Problem description: Taking each line of the material in turn, count those with the string "الصلاه" and answer with the count alone.

-=-=-=-=-

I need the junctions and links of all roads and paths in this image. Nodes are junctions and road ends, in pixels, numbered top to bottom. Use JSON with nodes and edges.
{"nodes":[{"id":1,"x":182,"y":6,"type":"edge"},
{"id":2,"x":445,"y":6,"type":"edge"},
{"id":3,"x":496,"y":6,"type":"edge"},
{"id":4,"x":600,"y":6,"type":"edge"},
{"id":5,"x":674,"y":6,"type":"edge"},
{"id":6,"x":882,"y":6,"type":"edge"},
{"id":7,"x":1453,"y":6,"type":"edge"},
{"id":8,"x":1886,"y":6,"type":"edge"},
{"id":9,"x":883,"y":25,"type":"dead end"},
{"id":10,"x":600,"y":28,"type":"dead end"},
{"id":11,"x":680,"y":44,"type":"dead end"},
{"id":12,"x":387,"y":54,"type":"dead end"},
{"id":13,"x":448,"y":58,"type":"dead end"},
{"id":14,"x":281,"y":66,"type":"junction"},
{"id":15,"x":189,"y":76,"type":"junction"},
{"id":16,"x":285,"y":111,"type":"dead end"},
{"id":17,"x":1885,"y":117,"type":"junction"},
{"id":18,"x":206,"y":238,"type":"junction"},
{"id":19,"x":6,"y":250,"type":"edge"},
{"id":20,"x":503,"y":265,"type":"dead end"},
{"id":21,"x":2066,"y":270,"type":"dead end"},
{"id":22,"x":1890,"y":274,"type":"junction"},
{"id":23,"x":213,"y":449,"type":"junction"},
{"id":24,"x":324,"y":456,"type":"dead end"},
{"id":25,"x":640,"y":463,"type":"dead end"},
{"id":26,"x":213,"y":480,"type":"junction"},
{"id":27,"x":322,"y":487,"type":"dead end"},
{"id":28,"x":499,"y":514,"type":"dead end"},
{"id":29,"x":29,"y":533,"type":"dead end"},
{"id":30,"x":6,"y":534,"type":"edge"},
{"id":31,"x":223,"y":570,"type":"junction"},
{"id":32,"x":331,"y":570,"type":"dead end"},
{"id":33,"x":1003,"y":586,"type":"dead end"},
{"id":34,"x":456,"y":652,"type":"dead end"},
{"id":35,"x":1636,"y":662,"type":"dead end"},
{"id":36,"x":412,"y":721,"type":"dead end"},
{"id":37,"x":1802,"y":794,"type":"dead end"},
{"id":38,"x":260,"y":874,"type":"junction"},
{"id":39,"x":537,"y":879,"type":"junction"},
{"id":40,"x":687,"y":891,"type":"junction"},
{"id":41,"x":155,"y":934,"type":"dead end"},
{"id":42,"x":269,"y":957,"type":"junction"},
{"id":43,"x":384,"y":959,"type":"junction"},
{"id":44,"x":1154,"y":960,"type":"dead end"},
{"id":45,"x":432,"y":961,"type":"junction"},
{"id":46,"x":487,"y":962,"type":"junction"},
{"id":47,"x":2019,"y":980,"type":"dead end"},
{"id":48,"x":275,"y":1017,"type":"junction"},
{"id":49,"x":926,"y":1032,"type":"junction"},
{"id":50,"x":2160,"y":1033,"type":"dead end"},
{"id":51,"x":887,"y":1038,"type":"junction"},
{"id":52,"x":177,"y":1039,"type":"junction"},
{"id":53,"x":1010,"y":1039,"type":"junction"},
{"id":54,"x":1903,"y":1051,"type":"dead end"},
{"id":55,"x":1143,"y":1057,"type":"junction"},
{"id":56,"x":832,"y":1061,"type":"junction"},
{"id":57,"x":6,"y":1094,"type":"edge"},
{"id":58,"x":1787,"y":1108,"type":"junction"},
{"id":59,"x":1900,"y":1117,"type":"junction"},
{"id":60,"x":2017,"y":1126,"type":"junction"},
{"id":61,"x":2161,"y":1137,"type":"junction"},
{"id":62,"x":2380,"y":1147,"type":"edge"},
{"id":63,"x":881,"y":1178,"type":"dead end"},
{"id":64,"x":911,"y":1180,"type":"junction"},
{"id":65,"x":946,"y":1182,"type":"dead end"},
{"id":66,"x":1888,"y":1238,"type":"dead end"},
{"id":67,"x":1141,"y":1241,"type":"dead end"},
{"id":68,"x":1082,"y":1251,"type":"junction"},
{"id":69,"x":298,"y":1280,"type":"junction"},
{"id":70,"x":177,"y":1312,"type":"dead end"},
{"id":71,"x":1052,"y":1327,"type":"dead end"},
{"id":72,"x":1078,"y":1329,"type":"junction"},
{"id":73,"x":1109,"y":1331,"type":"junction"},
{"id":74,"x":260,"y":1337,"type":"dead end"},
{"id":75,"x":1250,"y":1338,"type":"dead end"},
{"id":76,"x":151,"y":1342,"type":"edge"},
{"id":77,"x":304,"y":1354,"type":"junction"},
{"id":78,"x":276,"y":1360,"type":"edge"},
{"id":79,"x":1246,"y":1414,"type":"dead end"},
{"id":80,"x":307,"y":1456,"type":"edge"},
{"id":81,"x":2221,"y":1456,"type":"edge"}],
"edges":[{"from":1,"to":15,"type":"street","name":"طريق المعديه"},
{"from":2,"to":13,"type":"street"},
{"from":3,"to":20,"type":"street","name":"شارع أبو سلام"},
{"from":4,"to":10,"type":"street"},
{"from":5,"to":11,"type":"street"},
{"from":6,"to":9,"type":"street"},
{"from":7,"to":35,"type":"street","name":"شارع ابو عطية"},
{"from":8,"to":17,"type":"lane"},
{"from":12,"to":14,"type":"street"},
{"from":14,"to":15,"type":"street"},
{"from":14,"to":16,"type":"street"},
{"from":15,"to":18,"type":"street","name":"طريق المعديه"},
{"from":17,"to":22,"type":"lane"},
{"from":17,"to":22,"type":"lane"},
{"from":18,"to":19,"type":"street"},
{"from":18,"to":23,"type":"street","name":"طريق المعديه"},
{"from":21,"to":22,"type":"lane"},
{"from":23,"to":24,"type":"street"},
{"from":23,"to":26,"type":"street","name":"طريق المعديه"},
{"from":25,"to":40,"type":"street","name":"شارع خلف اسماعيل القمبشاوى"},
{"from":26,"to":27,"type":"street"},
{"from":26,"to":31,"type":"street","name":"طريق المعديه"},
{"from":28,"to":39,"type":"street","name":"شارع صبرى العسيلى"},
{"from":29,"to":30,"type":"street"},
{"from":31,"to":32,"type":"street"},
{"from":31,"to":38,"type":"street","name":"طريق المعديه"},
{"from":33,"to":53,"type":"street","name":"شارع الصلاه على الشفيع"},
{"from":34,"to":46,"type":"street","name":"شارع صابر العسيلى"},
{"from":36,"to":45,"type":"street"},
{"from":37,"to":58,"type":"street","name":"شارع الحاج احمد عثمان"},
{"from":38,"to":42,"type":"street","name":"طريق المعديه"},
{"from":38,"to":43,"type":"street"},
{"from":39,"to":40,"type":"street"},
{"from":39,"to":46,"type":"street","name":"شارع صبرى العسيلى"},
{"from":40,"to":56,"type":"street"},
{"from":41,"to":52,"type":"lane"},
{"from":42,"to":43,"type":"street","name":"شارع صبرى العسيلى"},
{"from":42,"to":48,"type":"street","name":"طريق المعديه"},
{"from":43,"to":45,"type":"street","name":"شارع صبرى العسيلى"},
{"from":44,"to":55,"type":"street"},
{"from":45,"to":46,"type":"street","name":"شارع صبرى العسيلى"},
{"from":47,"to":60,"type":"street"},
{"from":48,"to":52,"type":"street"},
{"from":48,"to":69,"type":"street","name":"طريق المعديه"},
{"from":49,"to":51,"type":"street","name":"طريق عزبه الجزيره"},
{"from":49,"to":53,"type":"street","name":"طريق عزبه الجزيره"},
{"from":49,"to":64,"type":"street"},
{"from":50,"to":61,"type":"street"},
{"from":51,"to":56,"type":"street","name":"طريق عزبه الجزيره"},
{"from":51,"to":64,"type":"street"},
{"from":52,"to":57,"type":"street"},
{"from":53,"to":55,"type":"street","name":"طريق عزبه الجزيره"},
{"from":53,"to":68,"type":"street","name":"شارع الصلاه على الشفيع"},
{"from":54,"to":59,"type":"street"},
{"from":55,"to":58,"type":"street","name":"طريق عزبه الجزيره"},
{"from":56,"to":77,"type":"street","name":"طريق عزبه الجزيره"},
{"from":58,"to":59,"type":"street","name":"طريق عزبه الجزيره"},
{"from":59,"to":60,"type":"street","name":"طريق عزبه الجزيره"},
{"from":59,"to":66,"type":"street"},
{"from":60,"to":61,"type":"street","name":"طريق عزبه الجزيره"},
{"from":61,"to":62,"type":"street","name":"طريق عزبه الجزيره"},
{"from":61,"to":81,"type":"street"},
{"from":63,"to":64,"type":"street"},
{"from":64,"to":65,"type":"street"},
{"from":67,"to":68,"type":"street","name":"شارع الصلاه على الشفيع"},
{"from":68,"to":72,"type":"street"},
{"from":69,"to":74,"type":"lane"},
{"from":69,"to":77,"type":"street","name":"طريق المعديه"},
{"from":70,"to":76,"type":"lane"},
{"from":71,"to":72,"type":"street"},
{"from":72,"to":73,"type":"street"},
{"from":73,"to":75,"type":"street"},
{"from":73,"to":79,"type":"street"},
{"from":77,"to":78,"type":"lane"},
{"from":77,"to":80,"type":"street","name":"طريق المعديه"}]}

-=-=-=-=-

Task answer: 3